Segment Start: RECORDS SUPPLIED

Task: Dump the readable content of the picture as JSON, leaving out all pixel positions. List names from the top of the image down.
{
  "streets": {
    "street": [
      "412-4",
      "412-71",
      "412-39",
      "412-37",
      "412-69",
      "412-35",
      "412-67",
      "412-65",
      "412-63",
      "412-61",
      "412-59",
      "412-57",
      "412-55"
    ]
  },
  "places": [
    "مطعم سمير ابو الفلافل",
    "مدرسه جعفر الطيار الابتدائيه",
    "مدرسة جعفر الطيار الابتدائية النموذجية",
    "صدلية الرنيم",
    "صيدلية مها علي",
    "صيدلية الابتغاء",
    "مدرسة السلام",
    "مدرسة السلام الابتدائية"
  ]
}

Segment End: RECORDS SUPPLIED

**TASK DESCRIPTION**
Return every record above exactly, line by line.

**ANSWER TO THE PROBLEM**
Task: Dump the readable content of the picture as JSON, leaving out all pixel positions. List names from the top of the image down.
{
  "streets": {
    "street": [
      "412-4",
      "412-71",
      "412-39",
      "412-37",
      "412-69",
      "412-35",
      "412-67",
      "412-65",
      "412-63",
      "412-61",
      "412-59",
      "412-57",
      "412-55"
    ]
  },
  "places": [
    "مطعم سمير ابو الفلافل",
    "مدرسه جعفر الطيار الابتدائيه",
    "مدرسة جعفر الطيار الابتدائية النموذجية",
    "صدلية الرنيم",
    "صيدلية مها علي",
    "صيدلية الابتغاء",
    "مدرسة السلام",
    "مدرسة السلام الابتدائية"
  ]
}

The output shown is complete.